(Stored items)
··········

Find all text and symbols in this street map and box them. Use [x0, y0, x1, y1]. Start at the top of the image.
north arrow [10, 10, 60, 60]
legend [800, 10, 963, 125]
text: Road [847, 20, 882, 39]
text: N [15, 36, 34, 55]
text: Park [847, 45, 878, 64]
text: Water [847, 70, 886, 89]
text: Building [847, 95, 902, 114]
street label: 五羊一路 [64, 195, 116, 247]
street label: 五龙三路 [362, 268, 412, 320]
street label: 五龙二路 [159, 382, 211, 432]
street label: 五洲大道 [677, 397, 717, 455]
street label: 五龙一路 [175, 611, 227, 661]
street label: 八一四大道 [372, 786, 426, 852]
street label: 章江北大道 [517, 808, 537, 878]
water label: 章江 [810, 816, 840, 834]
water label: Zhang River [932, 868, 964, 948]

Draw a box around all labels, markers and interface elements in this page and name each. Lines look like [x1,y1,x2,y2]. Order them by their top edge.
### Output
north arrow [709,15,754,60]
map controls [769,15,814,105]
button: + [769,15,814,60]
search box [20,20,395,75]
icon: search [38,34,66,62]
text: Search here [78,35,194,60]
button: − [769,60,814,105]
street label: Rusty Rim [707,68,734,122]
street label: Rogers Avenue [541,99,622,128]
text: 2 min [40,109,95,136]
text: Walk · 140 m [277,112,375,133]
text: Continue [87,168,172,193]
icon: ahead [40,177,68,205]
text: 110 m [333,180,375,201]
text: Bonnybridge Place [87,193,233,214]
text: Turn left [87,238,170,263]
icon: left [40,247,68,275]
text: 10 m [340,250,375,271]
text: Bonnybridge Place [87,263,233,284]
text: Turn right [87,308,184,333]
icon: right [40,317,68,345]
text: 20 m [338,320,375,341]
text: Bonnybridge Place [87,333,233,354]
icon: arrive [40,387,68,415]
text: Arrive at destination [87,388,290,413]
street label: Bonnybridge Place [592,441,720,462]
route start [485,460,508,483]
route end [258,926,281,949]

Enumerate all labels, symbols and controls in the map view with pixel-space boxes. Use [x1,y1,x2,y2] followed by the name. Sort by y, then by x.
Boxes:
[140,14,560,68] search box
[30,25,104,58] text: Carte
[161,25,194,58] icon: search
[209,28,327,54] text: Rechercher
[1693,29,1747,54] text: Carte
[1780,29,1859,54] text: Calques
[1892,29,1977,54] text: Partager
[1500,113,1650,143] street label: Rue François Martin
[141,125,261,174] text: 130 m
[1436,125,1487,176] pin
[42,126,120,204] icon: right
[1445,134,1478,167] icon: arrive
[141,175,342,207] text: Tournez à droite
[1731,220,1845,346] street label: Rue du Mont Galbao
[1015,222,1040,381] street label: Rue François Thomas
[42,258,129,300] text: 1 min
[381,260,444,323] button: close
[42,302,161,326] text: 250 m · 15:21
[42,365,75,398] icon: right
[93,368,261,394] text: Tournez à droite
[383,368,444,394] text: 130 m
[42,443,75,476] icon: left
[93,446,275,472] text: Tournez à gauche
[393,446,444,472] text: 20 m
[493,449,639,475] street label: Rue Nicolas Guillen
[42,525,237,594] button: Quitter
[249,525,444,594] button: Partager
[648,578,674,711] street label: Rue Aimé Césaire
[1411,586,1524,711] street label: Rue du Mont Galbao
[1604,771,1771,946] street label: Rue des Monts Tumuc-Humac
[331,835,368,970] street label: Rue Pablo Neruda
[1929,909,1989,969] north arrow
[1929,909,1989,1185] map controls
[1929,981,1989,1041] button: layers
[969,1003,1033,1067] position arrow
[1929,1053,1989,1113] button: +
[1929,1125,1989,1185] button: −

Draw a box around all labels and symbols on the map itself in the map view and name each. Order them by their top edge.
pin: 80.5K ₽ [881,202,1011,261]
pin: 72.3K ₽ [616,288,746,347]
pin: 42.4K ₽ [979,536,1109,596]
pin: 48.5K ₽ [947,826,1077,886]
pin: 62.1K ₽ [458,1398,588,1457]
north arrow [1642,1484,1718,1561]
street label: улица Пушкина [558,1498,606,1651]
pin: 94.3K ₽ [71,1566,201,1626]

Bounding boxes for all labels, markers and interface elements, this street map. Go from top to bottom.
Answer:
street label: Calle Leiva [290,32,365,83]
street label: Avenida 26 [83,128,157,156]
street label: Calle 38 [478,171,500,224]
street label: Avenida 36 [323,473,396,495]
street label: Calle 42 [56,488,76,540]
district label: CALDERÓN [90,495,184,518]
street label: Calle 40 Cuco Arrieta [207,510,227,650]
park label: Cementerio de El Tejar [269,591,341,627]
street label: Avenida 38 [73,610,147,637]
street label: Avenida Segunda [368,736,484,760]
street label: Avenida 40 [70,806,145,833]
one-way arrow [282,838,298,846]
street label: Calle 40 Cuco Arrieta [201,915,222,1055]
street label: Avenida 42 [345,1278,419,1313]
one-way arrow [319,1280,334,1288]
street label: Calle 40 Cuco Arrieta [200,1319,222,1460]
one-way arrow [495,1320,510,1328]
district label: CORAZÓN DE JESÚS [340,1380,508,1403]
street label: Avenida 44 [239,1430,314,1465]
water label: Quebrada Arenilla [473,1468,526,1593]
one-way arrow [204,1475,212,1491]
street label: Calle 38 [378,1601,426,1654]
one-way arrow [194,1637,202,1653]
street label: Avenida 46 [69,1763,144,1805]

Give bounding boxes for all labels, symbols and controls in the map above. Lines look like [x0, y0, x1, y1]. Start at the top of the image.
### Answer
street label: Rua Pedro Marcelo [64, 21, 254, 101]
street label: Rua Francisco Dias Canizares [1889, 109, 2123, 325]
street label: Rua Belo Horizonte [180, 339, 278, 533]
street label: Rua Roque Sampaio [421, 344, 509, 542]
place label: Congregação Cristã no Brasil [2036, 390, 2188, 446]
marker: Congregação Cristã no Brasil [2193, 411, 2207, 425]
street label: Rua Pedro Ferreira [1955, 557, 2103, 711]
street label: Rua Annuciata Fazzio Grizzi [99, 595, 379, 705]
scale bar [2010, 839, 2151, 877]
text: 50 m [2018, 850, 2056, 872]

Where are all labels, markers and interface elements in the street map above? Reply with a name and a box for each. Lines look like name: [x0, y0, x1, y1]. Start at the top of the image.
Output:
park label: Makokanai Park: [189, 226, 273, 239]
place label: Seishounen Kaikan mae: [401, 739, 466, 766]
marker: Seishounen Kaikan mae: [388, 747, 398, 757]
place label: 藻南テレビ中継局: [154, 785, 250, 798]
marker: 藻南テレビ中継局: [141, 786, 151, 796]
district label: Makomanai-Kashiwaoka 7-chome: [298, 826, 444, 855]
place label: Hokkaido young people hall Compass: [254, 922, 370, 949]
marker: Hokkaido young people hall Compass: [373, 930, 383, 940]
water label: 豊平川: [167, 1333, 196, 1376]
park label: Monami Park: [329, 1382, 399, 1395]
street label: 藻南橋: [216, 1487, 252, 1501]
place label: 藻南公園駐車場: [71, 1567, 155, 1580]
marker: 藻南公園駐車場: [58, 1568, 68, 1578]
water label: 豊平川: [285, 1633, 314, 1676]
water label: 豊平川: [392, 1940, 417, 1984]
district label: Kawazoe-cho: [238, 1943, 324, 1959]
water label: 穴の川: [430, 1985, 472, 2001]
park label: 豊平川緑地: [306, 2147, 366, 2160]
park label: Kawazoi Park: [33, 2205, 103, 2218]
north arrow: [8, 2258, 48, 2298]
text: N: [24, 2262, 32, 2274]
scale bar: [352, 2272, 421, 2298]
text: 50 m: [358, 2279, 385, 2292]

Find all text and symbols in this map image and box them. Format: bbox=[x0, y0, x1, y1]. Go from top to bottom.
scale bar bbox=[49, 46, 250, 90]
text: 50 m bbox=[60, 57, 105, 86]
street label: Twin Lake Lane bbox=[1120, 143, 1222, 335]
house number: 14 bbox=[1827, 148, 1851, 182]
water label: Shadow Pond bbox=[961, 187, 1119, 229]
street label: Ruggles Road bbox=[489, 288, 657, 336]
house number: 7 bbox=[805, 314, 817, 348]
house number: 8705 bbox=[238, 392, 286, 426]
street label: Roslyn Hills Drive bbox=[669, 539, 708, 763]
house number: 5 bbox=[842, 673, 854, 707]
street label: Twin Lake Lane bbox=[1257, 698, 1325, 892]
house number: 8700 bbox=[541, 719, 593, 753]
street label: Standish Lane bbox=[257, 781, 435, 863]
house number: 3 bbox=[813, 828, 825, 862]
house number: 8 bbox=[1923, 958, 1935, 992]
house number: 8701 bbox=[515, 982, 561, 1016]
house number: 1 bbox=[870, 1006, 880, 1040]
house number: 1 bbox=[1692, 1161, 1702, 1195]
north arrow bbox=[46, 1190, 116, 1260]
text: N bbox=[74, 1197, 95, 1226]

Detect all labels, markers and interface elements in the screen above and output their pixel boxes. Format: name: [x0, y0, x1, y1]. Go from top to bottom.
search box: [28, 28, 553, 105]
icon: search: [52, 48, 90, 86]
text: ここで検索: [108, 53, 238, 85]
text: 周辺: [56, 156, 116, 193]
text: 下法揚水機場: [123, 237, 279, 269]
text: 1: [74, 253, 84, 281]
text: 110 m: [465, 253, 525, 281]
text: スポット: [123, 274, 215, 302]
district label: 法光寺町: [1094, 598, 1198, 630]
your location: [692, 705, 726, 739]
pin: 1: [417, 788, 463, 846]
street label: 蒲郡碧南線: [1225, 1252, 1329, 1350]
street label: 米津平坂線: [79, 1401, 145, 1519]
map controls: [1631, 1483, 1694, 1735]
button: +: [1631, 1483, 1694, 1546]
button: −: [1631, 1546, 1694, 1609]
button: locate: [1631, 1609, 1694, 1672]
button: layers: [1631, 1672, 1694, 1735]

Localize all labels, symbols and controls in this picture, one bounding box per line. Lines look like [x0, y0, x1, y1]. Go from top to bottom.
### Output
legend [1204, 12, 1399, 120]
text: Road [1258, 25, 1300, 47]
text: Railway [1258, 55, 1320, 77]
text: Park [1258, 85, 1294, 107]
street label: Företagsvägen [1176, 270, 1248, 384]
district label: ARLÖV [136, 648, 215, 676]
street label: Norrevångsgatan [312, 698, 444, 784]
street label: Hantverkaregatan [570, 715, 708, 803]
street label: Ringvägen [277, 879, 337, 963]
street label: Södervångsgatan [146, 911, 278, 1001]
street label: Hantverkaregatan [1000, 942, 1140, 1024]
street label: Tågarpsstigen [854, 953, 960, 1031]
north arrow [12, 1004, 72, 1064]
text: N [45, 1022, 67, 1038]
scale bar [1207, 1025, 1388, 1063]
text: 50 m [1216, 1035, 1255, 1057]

··········

The problem: Up to and including the line with "Enumerate all labels, symbols", write out the records above exactly, starting from their first line.

Solution to this task:
Find all text and symbols in this street map and box them. Use [x0, y0, x1, y1]. Start at the top of the image.
north arrow [10, 10, 60, 60]
legend [800, 10, 963, 125]
text: Road [847, 20, 882, 39]
text: N [15, 36, 34, 55]
text: Park [847, 45, 878, 64]
text: Water [847, 70, 886, 89]
text: Building [847, 95, 902, 114]
street label: 五羊一路 [64, 195, 116, 247]
street label: 五龙三路 [362, 268, 412, 320]
street label: 五龙二路 [159, 382, 211, 432]
street label: 五洲大道 [677, 397, 717, 455]
street label: 五龙一路 [175, 611, 227, 661]
street label: 八一四大道 [372, 786, 426, 852]
street label: 章江北大道 [517, 808, 537, 878]
water label: 章江 [810, 816, 840, 834]
water label: Zhang River [932, 868, 964, 948]

Draw a box around all labels, markers and interface elements in this page and name each. Lines look like [x1,y1,x2,y2]. Order them by their top edge.
### Output
north arrow [709,15,754,60]
map controls [769,15,814,105]
button: + [769,15,814,60]
search box [20,20,395,75]
icon: search [38,34,66,62]
text: Search here [78,35,194,60]
button: − [769,60,814,105]
street label: Rusty Rim [707,68,734,122]
street label: Rogers Avenue [541,99,622,128]
text: 2 min [40,109,95,136]
text: Walk · 140 m [277,112,375,133]
text: Continue [87,168,172,193]
icon: ahead [40,177,68,205]
text: 110 m [333,180,375,201]
text: Bonnybridge Place [87,193,233,214]
text: Turn left [87,238,170,263]
icon: left [40,247,68,275]
text: 10 m [340,250,375,271]
text: Bonnybridge Place [87,263,233,284]
text: Turn right [87,308,184,333]
icon: right [40,317,68,345]
text: 20 m [338,320,375,341]
text: Bonnybridge Place [87,333,233,354]
icon: arrive [40,387,68,415]
text: Arrive at destination [87,388,290,413]
street label: Bonnybridge Place [592,441,720,462]
route start [485,460,508,483]
route end [258,926,281,949]

Enumerate all labels, symbols and controls in the map view with pixel-space boxes. Use [x1,y1,x2,y2] followed by the name. Sort by y, then by x.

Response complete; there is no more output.